Leitsatz
1. Unterhält der Steuerpflichtige mehrere wirtschaftlich, organisatorisch und finanziell voneinander unabhängige Gewerbebetriebe,
wobei jeweils Betriebsfinanzamt und Wohnsitzfinanzamt auseinanderfallen, so ist für jeden Betrieb eine gesonderte Feststellung
der Einkünfte durchzuführen.
2. Eine Vereinbarung über die rein örtliche Zuständigkeit nach § 27 AO bzw. eine Heilung von Fehlern, die ausschließlich die
örtliche Zuständigkeit betreffen, nach § 127 AO, ist bei der gesonderten Feststellung nach § 180 Abs. 1 Nr. 2 Buchst. b AO
immer dann zulässig, wenn die sachliche Zuständigkeit dadurch nicht auch betroffen ist.
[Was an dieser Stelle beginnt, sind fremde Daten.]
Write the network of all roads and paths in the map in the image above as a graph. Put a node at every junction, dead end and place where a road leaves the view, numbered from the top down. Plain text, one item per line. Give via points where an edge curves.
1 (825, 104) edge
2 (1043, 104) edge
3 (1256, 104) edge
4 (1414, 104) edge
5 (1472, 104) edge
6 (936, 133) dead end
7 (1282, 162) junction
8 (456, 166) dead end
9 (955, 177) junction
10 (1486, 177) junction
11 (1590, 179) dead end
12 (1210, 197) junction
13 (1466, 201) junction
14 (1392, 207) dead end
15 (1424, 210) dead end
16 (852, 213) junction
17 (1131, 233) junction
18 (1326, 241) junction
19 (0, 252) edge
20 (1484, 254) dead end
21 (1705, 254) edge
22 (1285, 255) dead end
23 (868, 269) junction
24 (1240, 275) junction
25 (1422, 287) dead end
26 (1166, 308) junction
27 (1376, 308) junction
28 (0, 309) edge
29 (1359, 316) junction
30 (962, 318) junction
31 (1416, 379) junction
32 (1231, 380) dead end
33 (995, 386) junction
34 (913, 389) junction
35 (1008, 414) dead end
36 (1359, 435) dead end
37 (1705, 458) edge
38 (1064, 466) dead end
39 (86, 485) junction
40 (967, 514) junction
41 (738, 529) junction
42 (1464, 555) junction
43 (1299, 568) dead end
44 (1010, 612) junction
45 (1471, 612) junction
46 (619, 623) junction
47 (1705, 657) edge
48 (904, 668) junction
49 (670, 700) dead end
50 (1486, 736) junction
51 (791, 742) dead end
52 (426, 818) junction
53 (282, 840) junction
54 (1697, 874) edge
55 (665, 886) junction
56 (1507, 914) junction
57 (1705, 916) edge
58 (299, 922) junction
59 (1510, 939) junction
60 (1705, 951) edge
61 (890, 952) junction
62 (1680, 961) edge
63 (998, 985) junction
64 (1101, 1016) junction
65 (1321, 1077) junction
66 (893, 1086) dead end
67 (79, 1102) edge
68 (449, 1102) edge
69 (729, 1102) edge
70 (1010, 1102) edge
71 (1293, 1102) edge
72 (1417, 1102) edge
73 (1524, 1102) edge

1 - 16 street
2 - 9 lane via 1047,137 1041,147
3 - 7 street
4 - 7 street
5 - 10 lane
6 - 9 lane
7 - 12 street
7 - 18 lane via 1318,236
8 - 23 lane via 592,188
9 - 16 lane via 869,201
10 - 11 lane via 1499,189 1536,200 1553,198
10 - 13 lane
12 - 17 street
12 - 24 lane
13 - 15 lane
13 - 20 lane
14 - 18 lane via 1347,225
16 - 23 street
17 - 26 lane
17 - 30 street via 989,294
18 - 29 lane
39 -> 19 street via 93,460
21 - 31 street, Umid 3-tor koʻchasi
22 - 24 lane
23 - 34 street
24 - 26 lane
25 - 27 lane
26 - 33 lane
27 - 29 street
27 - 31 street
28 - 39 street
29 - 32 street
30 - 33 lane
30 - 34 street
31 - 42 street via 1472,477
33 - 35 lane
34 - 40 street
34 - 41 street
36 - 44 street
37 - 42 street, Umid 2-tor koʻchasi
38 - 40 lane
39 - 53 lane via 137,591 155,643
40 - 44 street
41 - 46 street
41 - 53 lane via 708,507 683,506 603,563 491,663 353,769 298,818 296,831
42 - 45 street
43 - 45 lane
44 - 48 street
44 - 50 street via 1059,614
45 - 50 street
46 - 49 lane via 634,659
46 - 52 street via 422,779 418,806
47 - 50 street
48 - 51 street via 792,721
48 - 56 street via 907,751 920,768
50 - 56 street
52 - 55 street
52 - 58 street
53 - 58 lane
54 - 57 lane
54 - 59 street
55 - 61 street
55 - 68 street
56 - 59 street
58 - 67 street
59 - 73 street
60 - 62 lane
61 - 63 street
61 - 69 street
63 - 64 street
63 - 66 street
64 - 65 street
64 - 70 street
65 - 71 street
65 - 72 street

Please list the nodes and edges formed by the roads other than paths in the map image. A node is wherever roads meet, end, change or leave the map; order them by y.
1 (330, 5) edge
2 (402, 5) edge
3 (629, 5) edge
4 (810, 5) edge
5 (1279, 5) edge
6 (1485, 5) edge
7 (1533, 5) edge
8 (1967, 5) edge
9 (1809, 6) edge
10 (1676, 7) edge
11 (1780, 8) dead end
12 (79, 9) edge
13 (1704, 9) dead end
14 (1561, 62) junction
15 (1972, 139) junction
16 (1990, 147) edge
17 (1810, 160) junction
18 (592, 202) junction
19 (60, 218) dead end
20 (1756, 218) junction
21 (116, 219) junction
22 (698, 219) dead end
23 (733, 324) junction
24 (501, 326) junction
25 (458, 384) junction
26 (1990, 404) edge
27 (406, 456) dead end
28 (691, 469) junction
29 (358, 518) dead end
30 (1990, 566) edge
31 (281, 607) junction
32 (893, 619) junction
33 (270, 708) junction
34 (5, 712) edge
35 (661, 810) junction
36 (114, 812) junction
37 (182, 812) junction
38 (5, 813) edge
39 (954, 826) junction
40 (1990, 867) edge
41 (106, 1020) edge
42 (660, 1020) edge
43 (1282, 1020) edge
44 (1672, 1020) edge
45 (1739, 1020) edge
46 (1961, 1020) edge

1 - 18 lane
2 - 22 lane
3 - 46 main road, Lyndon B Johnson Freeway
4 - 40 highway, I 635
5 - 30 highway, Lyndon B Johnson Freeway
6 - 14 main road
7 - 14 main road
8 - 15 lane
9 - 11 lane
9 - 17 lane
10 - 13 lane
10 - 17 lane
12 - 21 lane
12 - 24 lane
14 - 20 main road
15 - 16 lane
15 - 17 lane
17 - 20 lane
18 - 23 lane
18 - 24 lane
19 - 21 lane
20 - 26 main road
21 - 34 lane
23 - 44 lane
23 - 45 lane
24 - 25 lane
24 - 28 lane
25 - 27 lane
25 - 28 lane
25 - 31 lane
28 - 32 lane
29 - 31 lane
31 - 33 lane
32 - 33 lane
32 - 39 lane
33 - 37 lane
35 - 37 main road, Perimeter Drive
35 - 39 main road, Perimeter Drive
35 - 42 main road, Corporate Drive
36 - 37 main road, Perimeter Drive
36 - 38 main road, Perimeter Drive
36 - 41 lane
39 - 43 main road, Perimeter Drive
3. Übersendet das eigentlich örtlich zuständige FA Akten zuständigkeitshalber an ein anderes FA, und führt jenes FA ohne Einwendungen
gegen die Aktenabgabe seit dieser Zeit die Veranlagung des betreffenden Steuerfalls durch, so ist in diesem Verwaltungshandeln
eine Zuständigkeitsvereinbarung i. S. v. § 27 AO zwischen den beiden FA zu sehen.
4. Die Einreichung der Steuererklärung bei demjenigen FA, welches die Besteuerung aufgrund der Zuständigkeitsvereinbarung
übernommen hat, ist als Zustimmungserklärung des betroffenen Steuerpflichtigen zu verstehen, wenn die Zuständigkeitsvereinbarung
auf Betreiben des Steuerpflichtigen im Anschluss an eine Umsatzsteuersonderprüfung zwischen den beiden FA getroffen wurde.
5. Eine die gesonderte Feststellung gewerblicher Einkünften betreffende Zuständigkeitsvereinbarung, die zwischen zwei FA aus
verschiedenen Bundesländern getroffen wurde, die also die verbandsmäßige Zuständigkeit betrifft, ist rechtsgültig, weil die
verbandsmäßige Zuständigkeit für die Einkommensteuer nicht wesentlich ist.
6. Ein versehentlicher Übertragungsfehler der bei der Veranlagung beabsichtigten und in der Probeberechnung dargestellten
Feststellungsmerkmale in den manuellen Feststellungsbescheid bzw. in die manuelle Anlage zum Feststellungsbescheid stellt
eine Unrichtigkeit gemäß § 129 AO dar.
7. Die Unrichtigkeit „Nichtanordnung des Vorbehalts der Nachprüfung” ist i. S. d. § 129 S. 1 AO offenbar, wenn die erkennbaren
Tatsachen, nämlich die Proberechnung mit dem Vorbehalt der Nachprüfung in den Akten, der Vorbehalt der Nachprüfung in den
anderen Steuerfestsetzungen für den streitigen Veranlagungszeitraum und die beabsichtigte Betriebsprüfung für das Streitjahr,
keine andere Auslegung durch einen objektiven Dritten zulassen, als dass eine Veranlagung unter dem Vorbehalt der Nachprüfung
geplant, aber aus nicht erkennbaren Gründen nicht im Bescheid angeordnet worden war.